Pozole is a pre-Hispanic dish consisting of a spicy broth with corn and pork or chicken. Corn was a sacred plant for the Aztecs and, therefore, Pozole was consumed as a ritual or commemorative dish. As per the legend, the original meat used in the Pozole was from humans. When Spanish conquistadors banned cannibalism, pork became a substitute because it tasted similar. There are three types of Pozole: red, white, and green.
Chilaquiles is a popular breakfast dish in Mexico. The dish consists of corn tortillas that are fried, then cooked in a green or red sauce and sprinkled with cheese. It is often served with fried beans, eggs and sometimes with guacamole, shredded meat or chicken. This dish is easily found in Mexico and is a famous hangover cure.
Poblano mole –
Often called the traditional and national dish of Mexico, poblano mole is probably the most well-known variety of mole, which is a generic name for various sauces used in Mexican cuisine. Mole poblano is a dark and thick sauce made with at least 20 ingredients, including pepper and chocolate, which gives it a fantastic variety of flavors. Like Pozole, this dish is kept for special occasions, such as weddings and birthdays. It is also eaten at Christmas, where it is served over shrimp cakes.

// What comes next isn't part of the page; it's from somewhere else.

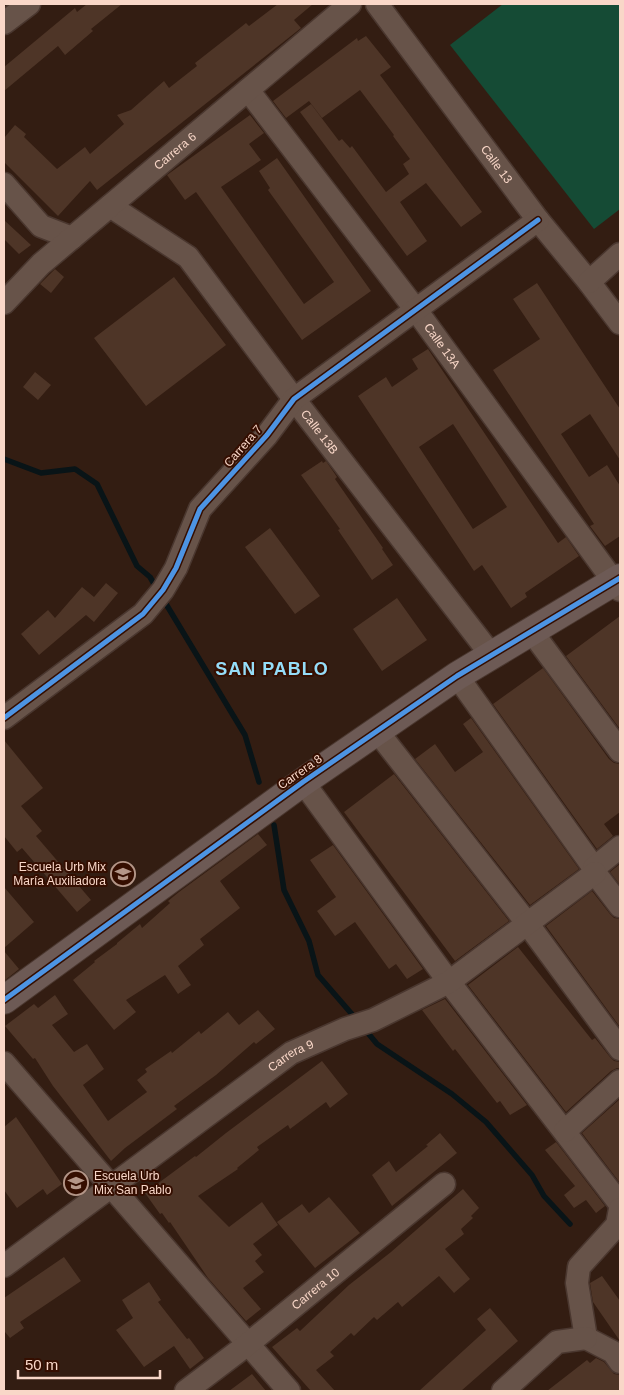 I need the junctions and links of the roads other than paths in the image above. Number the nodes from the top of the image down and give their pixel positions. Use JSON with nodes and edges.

It is an iconic example of Mexico City’s street food. Pambazo are white breads stuffed with potatoes and chorizo, then dipped in a hot red pepper sauce, which gives bread its famous coloring. Then it is fried until crispy and then topped with lettuce, parsley, cheese or sour cream. You can also find mini versions known as pambacitos.
Tamales are made from MASA, dough made from corn and fat, which is then steamed wrapped in banana leaves or corn. They can be stuffed with a variety of meats or vegetables. You can also find its sweet version, full of fruits and often colored with pink dye. This dish dates back to Aztec and Mayan cultures. The Aztecs used to stuff their tamales with turkey, rabbit and even flamingo. Today’s traditional fillings are pork and chicken, but they can also be stuffed with beans or vegetables.